Take $m=2$. The four equally probable sequences are

$$ 11,\ 12,\ 21,\ 22. $$

Their values of $\max(k_1,k_2)$ are

$$ 2,\ 1,\ 1,\ 2. $$

The average is

$$ \frac{2+1+1+2}{4} = \frac32. $$

The formula gives

$$ \frac{2}{2} + \frac{2}{2^3}\binom{2}{1} = 1+\frac12 = \frac32. $$

Take $m=3$. The values are $3$ for $111$ and $222$, and $2$ for the remaining six sequences.
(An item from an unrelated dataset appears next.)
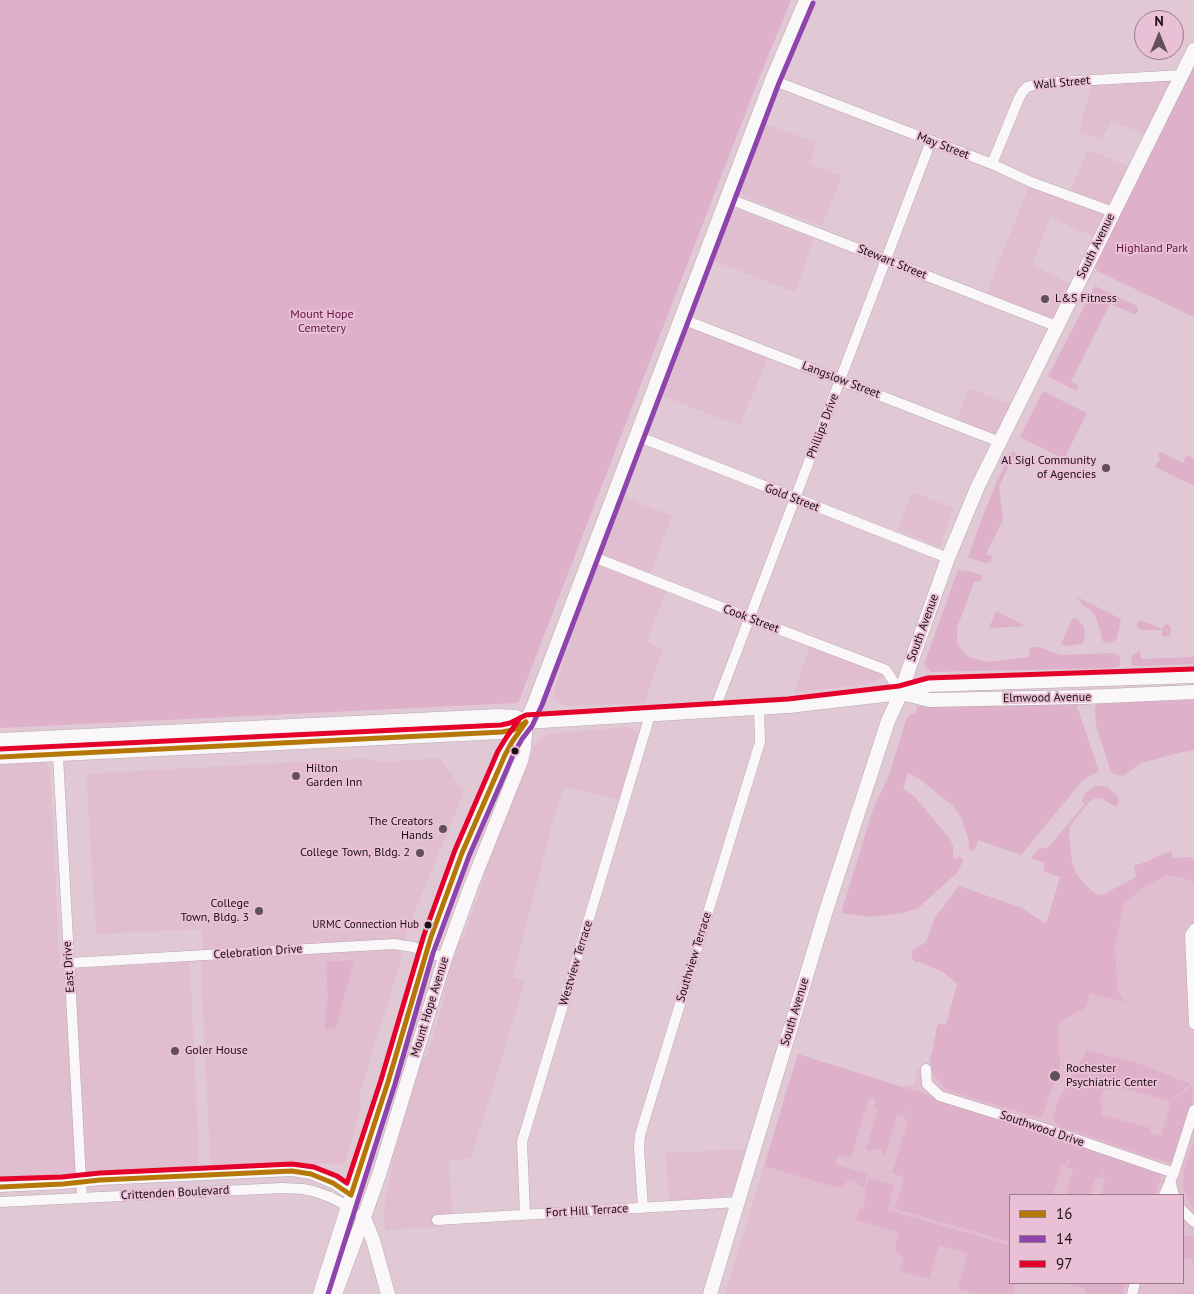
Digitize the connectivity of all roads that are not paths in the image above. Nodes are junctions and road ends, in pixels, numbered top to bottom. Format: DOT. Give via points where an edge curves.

Hence

$$ \frac{2\cdot 3+6\cdot 2}{8} = \frac94. $$

The formula gives

$$ \frac32 + \frac{3}{2^4}\binom{2}{1} = \frac32+\frac34 = \frac94. $$

The results agree.

Notes

Since the adjacent-table method requires only $m=k_1+k_2$ locations, while separate bounded areas require $2\max(k_1,k_2)$ locations, the average memory requirement for separate areas is

$$ 2E\bigl(\max(k_1,k_2)\bigr) = m + \frac{2\lfloor (m+1)/2\rfloor}{2^m} \binom{m}{\lfloor m/2\rfloor}. $$

By Stirling's formula,

$$ \binom{m}{\lfloor m/2\rfloor} \sim \frac{2^m}{\sqrt{\pi m/2}}, $$

so the excess over $m$ grows asymptotically like

$$ \sqrt{\frac{m}{2\pi}}. $$

Thus the advantage of adjacent growth increases on the order of $\sqrt{m}$.